● **YOUR TASK**
Return every entry below without altering a word.

● **MATERIAL FOR THE TASK**
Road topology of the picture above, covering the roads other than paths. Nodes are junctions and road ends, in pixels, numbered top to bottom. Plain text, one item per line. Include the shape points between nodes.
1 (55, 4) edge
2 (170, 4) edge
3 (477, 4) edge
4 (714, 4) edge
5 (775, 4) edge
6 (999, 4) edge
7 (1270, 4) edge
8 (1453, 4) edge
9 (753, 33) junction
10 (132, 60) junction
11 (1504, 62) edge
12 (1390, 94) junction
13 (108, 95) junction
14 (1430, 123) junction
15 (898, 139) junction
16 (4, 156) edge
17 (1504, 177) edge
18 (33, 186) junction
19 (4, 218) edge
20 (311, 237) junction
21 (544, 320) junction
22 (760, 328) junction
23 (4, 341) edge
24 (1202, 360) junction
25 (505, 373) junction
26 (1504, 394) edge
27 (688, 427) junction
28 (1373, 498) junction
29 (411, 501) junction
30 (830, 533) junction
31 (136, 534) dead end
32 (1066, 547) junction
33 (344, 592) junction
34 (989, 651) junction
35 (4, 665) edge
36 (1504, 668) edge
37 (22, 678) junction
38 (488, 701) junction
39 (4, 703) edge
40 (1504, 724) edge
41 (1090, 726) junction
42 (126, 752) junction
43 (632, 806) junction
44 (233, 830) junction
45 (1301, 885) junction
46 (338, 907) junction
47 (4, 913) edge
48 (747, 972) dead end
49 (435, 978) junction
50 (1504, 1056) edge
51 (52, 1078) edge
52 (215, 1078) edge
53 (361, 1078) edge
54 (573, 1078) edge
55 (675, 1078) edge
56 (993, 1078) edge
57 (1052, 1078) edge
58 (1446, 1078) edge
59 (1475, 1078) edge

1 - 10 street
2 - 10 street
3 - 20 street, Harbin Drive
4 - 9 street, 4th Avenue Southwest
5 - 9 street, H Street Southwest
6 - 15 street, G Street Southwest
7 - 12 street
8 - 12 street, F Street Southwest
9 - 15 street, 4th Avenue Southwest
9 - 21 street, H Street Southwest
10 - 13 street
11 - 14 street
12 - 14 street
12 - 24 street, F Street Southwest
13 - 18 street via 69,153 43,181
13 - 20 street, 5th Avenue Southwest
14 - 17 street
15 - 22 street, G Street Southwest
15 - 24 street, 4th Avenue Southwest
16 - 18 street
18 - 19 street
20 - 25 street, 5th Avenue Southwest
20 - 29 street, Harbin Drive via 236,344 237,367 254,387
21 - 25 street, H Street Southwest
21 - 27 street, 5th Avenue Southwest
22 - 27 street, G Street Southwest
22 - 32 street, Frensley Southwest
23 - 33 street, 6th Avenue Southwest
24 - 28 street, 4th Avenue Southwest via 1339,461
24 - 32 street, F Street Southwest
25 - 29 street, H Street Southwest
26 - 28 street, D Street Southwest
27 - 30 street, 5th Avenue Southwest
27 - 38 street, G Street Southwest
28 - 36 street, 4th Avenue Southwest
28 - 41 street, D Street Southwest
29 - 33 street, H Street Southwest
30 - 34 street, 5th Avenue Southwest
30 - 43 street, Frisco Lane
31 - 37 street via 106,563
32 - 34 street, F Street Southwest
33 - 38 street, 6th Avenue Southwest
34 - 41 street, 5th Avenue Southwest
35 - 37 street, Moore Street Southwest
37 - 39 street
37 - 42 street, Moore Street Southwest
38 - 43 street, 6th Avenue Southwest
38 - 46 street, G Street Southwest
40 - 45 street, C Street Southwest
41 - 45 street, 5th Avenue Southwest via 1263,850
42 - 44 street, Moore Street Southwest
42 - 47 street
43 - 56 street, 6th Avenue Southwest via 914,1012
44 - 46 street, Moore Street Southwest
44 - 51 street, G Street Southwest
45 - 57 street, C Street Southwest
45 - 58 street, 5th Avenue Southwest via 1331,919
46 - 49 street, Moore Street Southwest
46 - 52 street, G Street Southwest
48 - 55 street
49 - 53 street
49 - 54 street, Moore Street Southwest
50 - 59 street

● **SOLUTION TO THE EXERCISE**
Road topology of the picture above, covering the roads other than paths. Nodes are junctions and road ends, in pixels, numbered top to bottom. Plain text, one item per line. Include the shape points between nodes.
1 (55, 4) edge
2 (170, 4) edge
3 (477, 4) edge
4 (714, 4) edge
5 (775, 4) edge
6 (999, 4) edge
7 (1270, 4) edge
8 (1453, 4) edge
9 (753, 33) junction
10 (132, 60) junction
11 (1504, 62) edge
12 (1390, 94) junction
13 (108, 95) junction
14 (1430, 123) junction
15 (898, 139) junction
16 (4, 156) edge
17 (1504, 177) edge
18 (33, 186) junction
19 (4, 218) edge
20 (311, 237) junction
21 (544, 320) junction
22 (760, 328) junction
23 (4, 341) edge
24 (1202, 360) junction
25 (505, 373) junction
26 (1504, 394) edge
27 (688, 427) junction
28 (1373, 498) junction
29 (411, 501) junction
30 (830, 533) junction
31 (136, 534) dead end
32 (1066, 547) junction
33 (344, 592) junction
34 (989, 651) junction
35 (4, 665) edge
36 (1504, 668) edge
37 (22, 678) junction
38 (488, 701) junction
39 (4, 703) edge
40 (1504, 724) edge
41 (1090, 726) junction
42 (126, 752) junction
43 (632, 806) junction
44 (233, 830) junction
45 (1301, 885) junction
46 (338, 907) junction
47 (4, 913) edge
48 (747, 972) dead end
49 (435, 978) junction
50 (1504, 1056) edge
51 (52, 1078) edge
52 (215, 1078) edge
53 (361, 1078) edge
54 (573, 1078) edge
55 (675, 1078) edge
56 (993, 1078) edge
57 (1052, 1078) edge
58 (1446, 1078) edge
59 (1475, 1078) edge

1 - 10 street
2 - 10 street
3 - 20 street, Harbin Drive
4 - 9 street, 4th Avenue Southwest
5 - 9 street, H Street Southwest
6 - 15 street, G Street Southwest
7 - 12 street
8 - 12 street, F Street Southwest
9 - 15 street, 4th Avenue Southwest
9 - 21 street, H Street Southwest
10 - 13 street
11 - 14 street
12 - 14 street
12 - 24 street, F Street Southwest
13 - 18 street via 69,153 43,181
13 - 20 street, 5th Avenue Southwest
14 - 17 street
15 - 22 street, G Street Southwest
15 - 24 street, 4th Avenue Southwest
16 - 18 street
18 - 19 street
20 - 25 street, 5th Avenue Southwest
20 - 29 street, Harbin Drive via 236,344 237,367 254,387
21 - 25 street, H Street Southwest
21 - 27 street, 5th Avenue Southwest
22 - 27 street, G Street Southwest
22 - 32 street, Frensley Southwest
23 - 33 street, 6th Avenue Southwest
24 - 28 street, 4th Avenue Southwest via 1339,461
24 - 32 street, F Street Southwest
25 - 29 street, H Street Southwest
26 - 28 street, D Street Southwest
27 - 30 street, 5th Avenue Southwest
27 - 38 street, G Street Southwest
28 - 36 street, 4th Avenue Southwest
28 - 41 street, D Street Southwest
29 - 33 street, H Street Southwest
30 - 34 street, 5th Avenue Southwest
30 - 43 street, Frisco Lane
31 - 37 street via 106,563
32 - 34 street, F Street Southwest
33 - 38 street, 6th Avenue Southwest
34 - 41 street, 5th Avenue Southwest
35 - 37 street, Moore Street Southwest
37 - 39 street
37 - 42 street, Moore Street Southwest
38 - 43 street, 6th Avenue Southwest
38 - 46 street, G Street Southwest
40 - 45 street, C Street Southwest
41 - 45 street, 5th Avenue Southwest via 1263,850
42 - 44 street, Moore Street Southwest
42 - 47 street
43 - 56 street, 6th Avenue Southwest via 914,1012
44 - 46 street, Moore Street Southwest
44 - 51 street, G Street Southwest
45 - 57 street, C Street Southwest
45 - 58 street, 5th Avenue Southwest via 1331,919
46 - 49 street, Moore Street Southwest
46 - 52 street, G Street Southwest
48 - 55 street
49 - 53 street
49 - 54 street, Moore Street Southwest
50 - 59 street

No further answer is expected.